Je me dissimule au passage des hommes et plus encore lorsque les mulets de Maistre-Pierre défilent à deux pas de ma cachette. Je m’aplatis au passage de notre chef et je retiens mon souffle, au risque de m’étouffer.

Et puis j’attends…

La roulotte qui paraissait toute proche met un temps infini à parvenir à ma hauteur… La peur finit par me gagner ! Dame, le silence est devenu complet. Mais à l’instant où je me résigne à quitter ma cachette, elles sont là. Juste à temps, je m’écrase sur le sol et j’observe les jeunes puterelles.

Elles sont trois qui conversent avec force rires et exclamations. Leurs lèvres sont couvertes de peinture ! Ça alors… Et l’odeur forte qu’elles répandent me fait craindre d’éternuer. À l’avant de la roulotte qui les suit de près se trouve un homme, dont l’allure et surtout le regard ne m’inspirent pas la confiance.

Ma chipie n’est pas là ! Peut-être est-elle montée dans le véhicule ? Mais alors, tout ça pour rien ! Et ma surprise qui gonfle ma poche… et que je ne pourrai pas garder bien longtemps !

Mais si, naturellement, elle n’a fait que se laisser distancer et elle suit en sautillant d’un pied sur l’autre, tout en fredonnant une comptine bien connue. Par sa voix, l’absurde comptine – c’est pour les filles – se transforme en un merveilleux chant de rossignol. Dieu ! Qu’elle est jolie !

Ça ne va pas non ?

Encore un peu et j’allais me laisser attendrir en oubliant que cette chipie m’a humilié et la revanche que j’ai ourdie à son intention.

Je suis nettement plus grand qu’elle et bien sûr, le plus fort. En un instant, je bondis dans son dos et, en plaquant ma main sur sa bouche pour éviter qu’elle ne crie, je la précipite au sol, au plus épais du bosquet. Elle se retrouve à plat ventre et je m’aplatis sur elle. J’attends patiemment de reprendre mon souffle en lui murmurant près de l’oreille.

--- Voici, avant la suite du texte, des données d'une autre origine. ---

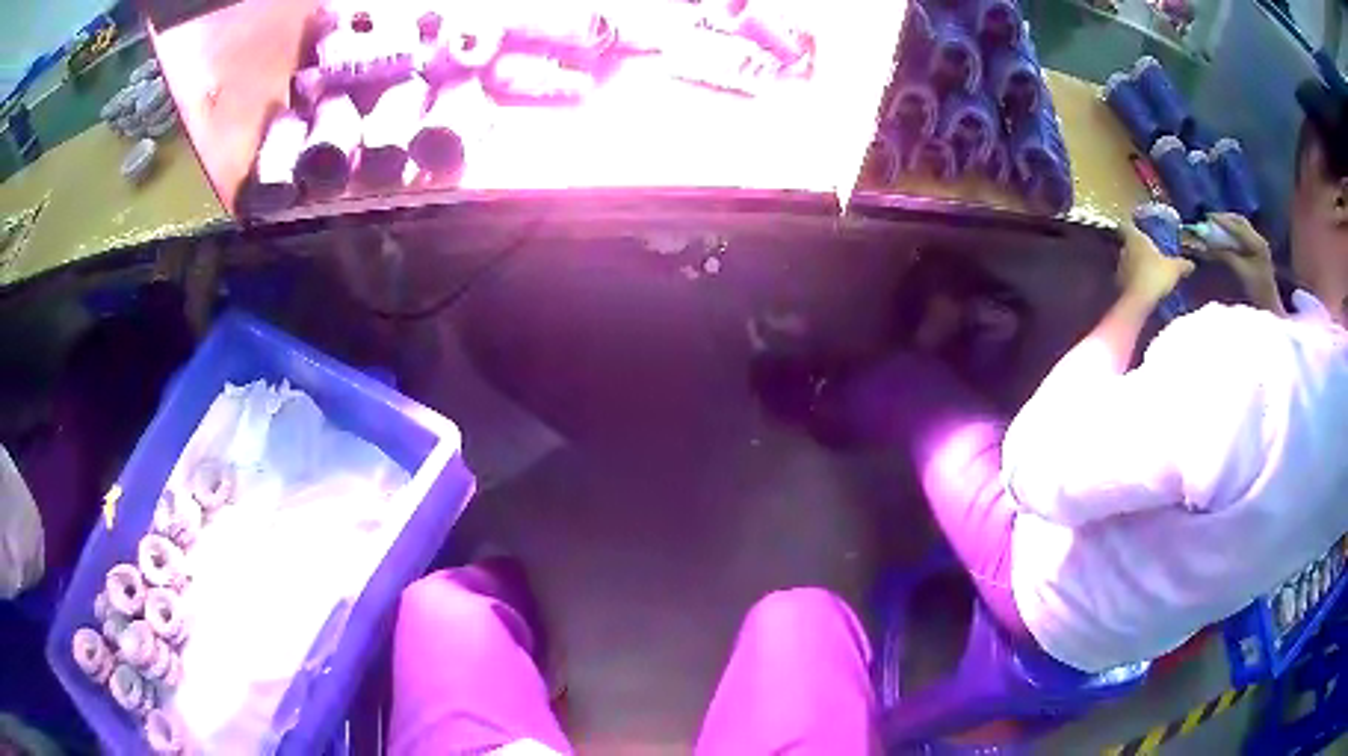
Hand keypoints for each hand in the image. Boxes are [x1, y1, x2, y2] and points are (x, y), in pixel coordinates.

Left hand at [1118, 223, 1193, 305]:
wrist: (1138, 303)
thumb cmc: (1156, 276)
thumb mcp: (1174, 269)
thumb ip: (1182, 264)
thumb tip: (1192, 264)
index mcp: (1135, 237)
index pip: (1127, 225)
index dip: (1132, 226)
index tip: (1138, 228)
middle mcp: (1124, 249)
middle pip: (1128, 244)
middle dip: (1137, 247)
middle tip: (1149, 252)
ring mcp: (1119, 267)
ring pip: (1126, 260)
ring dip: (1134, 264)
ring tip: (1147, 271)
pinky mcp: (1118, 284)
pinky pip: (1126, 277)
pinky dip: (1133, 279)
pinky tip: (1143, 286)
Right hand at [1188, 213, 1283, 313]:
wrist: (1271, 310)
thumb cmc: (1257, 294)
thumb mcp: (1240, 273)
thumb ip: (1226, 255)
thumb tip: (1208, 245)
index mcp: (1256, 243)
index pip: (1236, 225)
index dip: (1221, 220)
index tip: (1206, 218)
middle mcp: (1259, 239)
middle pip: (1240, 221)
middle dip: (1225, 219)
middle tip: (1210, 220)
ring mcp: (1261, 245)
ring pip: (1242, 227)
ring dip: (1229, 225)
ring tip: (1216, 227)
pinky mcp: (1260, 252)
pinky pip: (1244, 235)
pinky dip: (1234, 233)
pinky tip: (1227, 238)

– Si tu dis un seul mot, je te tue !

Et je retire prudemment ma main de devant sa bouche. Un instant essoufflée, elle demeure interdite ; stupéfaite et inquiète de se découvrir à ma merci… Mais elle se reprend vite.

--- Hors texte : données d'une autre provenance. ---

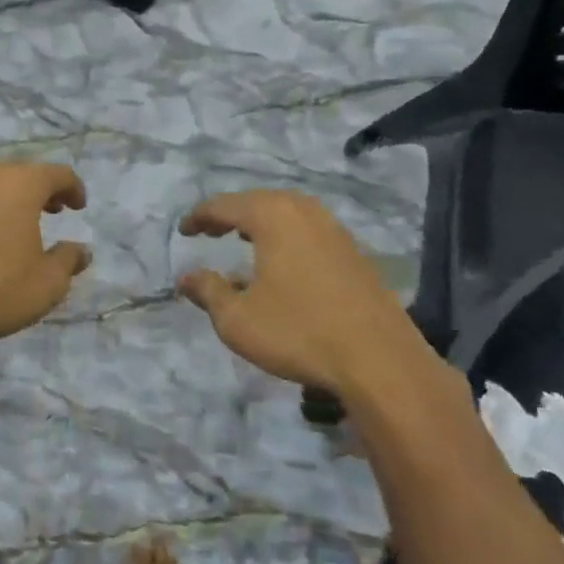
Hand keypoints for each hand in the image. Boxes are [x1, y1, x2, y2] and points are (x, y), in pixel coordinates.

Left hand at [0, 163, 90, 345]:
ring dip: (9, 198)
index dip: (73, 187)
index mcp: (22, 186)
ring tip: (17, 224)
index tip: (79, 207)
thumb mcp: (47, 284)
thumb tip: (81, 250)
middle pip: (22, 173)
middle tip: (53, 211)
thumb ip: (68, 260)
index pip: (57, 173)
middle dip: (41, 190)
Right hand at [177, 189, 439, 405]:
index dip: (199, 217)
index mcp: (272, 216)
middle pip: (256, 202)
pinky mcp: (352, 251)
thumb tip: (185, 278)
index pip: (224, 205)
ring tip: (240, 239)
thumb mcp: (238, 319)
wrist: (380, 361)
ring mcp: (333, 229)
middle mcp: (303, 211)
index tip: (183, 231)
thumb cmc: (299, 332)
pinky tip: (280, 261)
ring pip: (285, 213)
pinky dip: (284, 236)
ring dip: (258, 223)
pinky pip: (306, 229)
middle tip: (208, 232)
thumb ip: (208, 292)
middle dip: (229, 215)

– Lâche-moi ! Mordiable ! Lâche-moi tout de suite espèce de sale mioche. Espèce de chiabrena, mouche à merde ! Sinon, je vais crier et je suis sûre d’ameuter tout le monde !

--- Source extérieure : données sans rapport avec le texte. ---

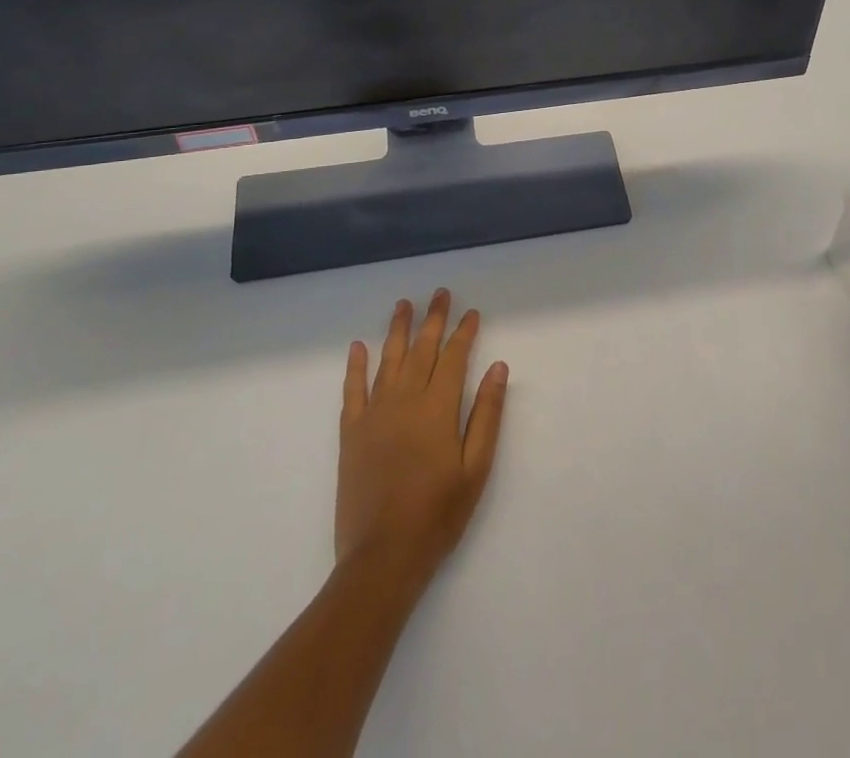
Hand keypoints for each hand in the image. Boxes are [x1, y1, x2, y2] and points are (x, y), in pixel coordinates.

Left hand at [337, 290, 507, 588]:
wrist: (383, 557)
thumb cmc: (438, 514)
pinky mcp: (351, 433)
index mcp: (438, 408)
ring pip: (388, 360)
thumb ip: (486, 414)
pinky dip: (356, 366)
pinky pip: (353, 390)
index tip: (472, 312)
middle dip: (433, 319)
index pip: (454, 357)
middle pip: (421, 349)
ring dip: (397, 330)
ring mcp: (374, 414)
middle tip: (440, 293)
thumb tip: (497, 367)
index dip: (464, 332)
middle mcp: (405, 400)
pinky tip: (358, 347)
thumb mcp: (476, 468)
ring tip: (403, 304)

D’abord, ce n’est pas possible ! Car même avec une voix énorme elle ne peut pas être entendue de tout le convoi. Et puis, quelque chose me dit qu’elle ne doit pas être bien fière de s’être laissé distancer. Crier peut la sauver, mais au prix de quelle raclée ! C’est ce que je lui dis, non sans ajouter in extremis, car j’avais déjà oublié.

– Attention ! Un mot de plus et je te tue.

Ma voix que j’ai faite terrible lui ferme le bec. Elle n’ose même plus se tortiller, comme elle le faisait l’instant d’avant lorsque sans succès, elle cherchait à se libérer de mon emprise.

Je tiens ma vengeance ! Je ferai bien durer ce plaisir plus longtemps, mais le risque existe que mon grand-père ou quelqu’un d’autre ne s’inquiète et nous découvre.